A grammar nazi, complaining about your using "being" as an action verb.
A grammar nazi would actually be a hilarious costume if you could hang out with a crowd that wasn't too easily offended.
I was a gorilla, my 4-month old daughter was a monkey, and my wife was the zookeeper.

...Except we didn't get a single trick-or-treater, so I spent my time downing a bottle of two buck chuck and installing Ubuntu 8.10. :)
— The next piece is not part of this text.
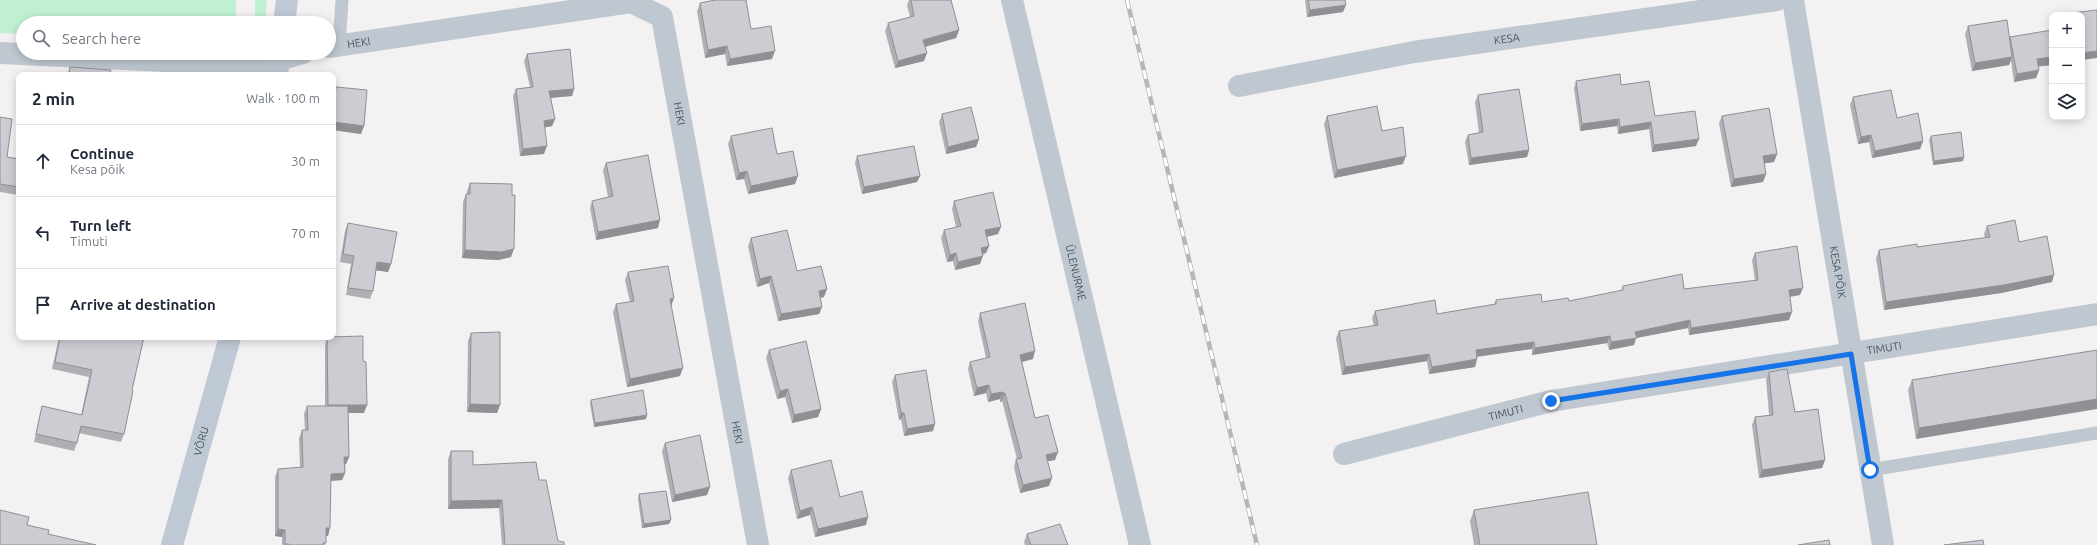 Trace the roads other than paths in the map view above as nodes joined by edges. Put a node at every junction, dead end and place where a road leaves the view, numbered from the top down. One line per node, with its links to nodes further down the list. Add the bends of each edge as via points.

I dressed up as a bar code.

Or, put another way: My 2006 Google SoC t-shirt was at the top of the pile when I woke up today. :-)

Black Jesus
A pirate - fighting various ninjas that appeared. Some friends brought food and candy that I looted.
I put on a fedora and went as the guy with a hat from XKCD.
I wore my fencing gear, but I was fencing so I'm not sure if that qualifies as a costume per se. If I weren't broke I'd have worked my épée into a musketeer costume.
80's rocker with big long hair and cowboy boots.
I went as Henry Paulson, with a briefcase overflowing with bailout cash.
I was an unemployed investment banker. I wore a suit with all my shirt buttons off by one, tie hanging really loose, and a hobo sign (ripped cardboard) around my neck saying, "Jobless - Will work for food."
I left the tank off, and the wife wouldn't let me wear flippers while carrying the baby. But I went with the long hose, thigh pocket, harness and wing.

You'll notice I left the steel backplate at home for this one. Too lazy to lug a heavy rig down the street even without a steelie 130 on it.